Source data:
:::

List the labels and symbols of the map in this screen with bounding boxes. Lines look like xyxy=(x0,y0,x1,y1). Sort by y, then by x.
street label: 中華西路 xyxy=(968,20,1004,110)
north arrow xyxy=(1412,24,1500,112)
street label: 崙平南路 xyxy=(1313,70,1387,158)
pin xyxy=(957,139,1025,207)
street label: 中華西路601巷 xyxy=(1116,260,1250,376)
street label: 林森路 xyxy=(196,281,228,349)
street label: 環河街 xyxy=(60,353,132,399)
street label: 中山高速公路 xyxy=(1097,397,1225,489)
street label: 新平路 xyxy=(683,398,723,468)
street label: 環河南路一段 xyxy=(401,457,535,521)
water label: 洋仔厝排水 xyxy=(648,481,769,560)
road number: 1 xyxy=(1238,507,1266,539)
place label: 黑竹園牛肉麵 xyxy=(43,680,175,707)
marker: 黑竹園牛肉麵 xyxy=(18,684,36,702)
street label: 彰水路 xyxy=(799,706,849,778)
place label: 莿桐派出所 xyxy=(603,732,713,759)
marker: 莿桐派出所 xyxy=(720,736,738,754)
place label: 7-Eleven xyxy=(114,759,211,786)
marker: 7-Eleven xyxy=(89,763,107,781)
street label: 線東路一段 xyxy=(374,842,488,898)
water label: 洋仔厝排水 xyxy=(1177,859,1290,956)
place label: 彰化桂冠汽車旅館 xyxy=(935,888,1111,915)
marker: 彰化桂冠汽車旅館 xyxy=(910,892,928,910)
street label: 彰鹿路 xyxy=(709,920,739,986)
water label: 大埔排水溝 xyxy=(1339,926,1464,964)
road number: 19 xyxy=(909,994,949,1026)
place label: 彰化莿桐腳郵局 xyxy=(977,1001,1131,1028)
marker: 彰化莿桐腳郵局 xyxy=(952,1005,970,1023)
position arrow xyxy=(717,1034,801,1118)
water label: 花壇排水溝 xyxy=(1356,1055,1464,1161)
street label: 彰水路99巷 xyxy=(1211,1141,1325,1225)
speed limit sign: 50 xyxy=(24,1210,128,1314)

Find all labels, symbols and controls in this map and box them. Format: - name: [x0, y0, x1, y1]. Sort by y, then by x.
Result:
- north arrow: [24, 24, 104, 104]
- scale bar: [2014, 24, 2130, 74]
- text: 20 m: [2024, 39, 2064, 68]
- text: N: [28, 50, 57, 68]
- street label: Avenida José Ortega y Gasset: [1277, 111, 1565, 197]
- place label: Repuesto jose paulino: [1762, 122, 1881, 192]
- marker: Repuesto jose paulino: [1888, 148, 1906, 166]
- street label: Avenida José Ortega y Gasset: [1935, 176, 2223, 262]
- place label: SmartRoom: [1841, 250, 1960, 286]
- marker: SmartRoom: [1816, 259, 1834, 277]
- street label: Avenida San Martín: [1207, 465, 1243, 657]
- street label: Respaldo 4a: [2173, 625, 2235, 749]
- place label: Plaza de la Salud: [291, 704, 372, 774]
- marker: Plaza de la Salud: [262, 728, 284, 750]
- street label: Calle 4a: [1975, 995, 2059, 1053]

:::

Work required: Please transcribe all of the entries precisely.

Output:
List the labels and symbols of the map in this screen with bounding boxes. Lines look like xyxy=(x0,y0,x1,y1). Sort by y, then by x.
street label: 中華西路 xyxy=(968,20,1004,110)
north arrow xyxy=(1412,24,1500,112)
street label: 崙平南路 xyxy=(1313,70,1387,158)
pin xyxy=(957,139,1025,207)
street label: 中華西路601巷 xyxy=(1116,260,1250,376)
street label: 林森路 xyxy=(196,281,228,349)
street label: 環河街 xyxy=(60,353,132,399)
street label: 中山高速公路 xyxy=(1097,397,1225,489)
street label: 新平路 xyxy=(683,398,723,468)
street label: 環河南路一段 xyxy=(401,457,535,521)
water label: 洋仔厝排水 xyxy=(648,481,769,560)
road number: 1 xyxy=(1238,507,1266,539)
place label: 黑竹園牛肉麵 xyxy=(43,680,175,707)
marker: 黑竹園牛肉麵 xyxy=(18,684,36,702)
street label: 彰水路 xyxy=(799,706,849,778)
place label: 莿桐派出所 xyxy=(603,732,713,759)
marker: 莿桐派出所 xyxy=(720,736,738,754)
place label: 7-Eleven xyxy=(114,759,211,786)
marker: 7-Eleven xyxy=(89,763,107,781)
street label: 線東路一段 xyxy=(374,842,488,898)
water label: 洋仔厝排水 xyxy=(1177,859,1290,956)
place label: 彰化桂冠汽車旅館 xyxy=(935,888,1111,915)
marker: 彰化桂冠汽車旅館 xyxy=(910,892,928,910)
street label: 彰鹿路 xyxy=(709,920,739,986)
water label: 大埔排水溝 xyxy=(1339,926,1464,964)
road number: 19 xyxy=(909,994,949,1026)
place label: 彰化莿桐腳郵局 xyxy=(977,1001,1131,1028)
marker: 彰化莿桐腳郵局 xyxy=(952,1005,970,1023)
position arrow xyxy=(717,1034,801,1118)
water label: 花壇排水溝 xyxy=(1356,1055,1464,1161)
street label: 彰水路99巷 xyxy=(1211,1141,1325,1225)
speed limit sign: 50 xyxy=(24,1210,128,1314)

Find all labels, symbols and controls in this map and box them. Format: - name: [x0, y0, x1, y1]. Sort by y, then by x.
Result:
- north arrow: [24, 24, 104, 104]
- scale bar: [2014, 24, 2130, 74]
- text: 20 m: [2024, 39, 2064, 68]
- text: N: [28, 50, 57, 68]
- street label: Avenida José Ortega y Gasset: [1277, 111, 1565, 197]
- place label: Repuesto jose paulino: [1762, 122, 1881, 192]
- marker: Repuesto jose paulino: [1888, 148, 1906, 166]
- street label: Avenida José Ortega y Gasset: [1935, 176, 2223, 262]
- place label: SmartRoom: [1841, 250, 1960, 286]
- marker: SmartRoom: [1816, 259, 1834, 277]
- street label: Avenida San Martín: [1207, 465, 1243, 657]
- street label: Respaldo 4a: [2173, 625, 2235, 749]
- place label: Plaza de la Salud: [291, 704, 372, 774]
- marker: Plaza de la Salud: [262, 728, 284, 750]
- street label: Calle 4a: [1975, 995, 2059, 1053]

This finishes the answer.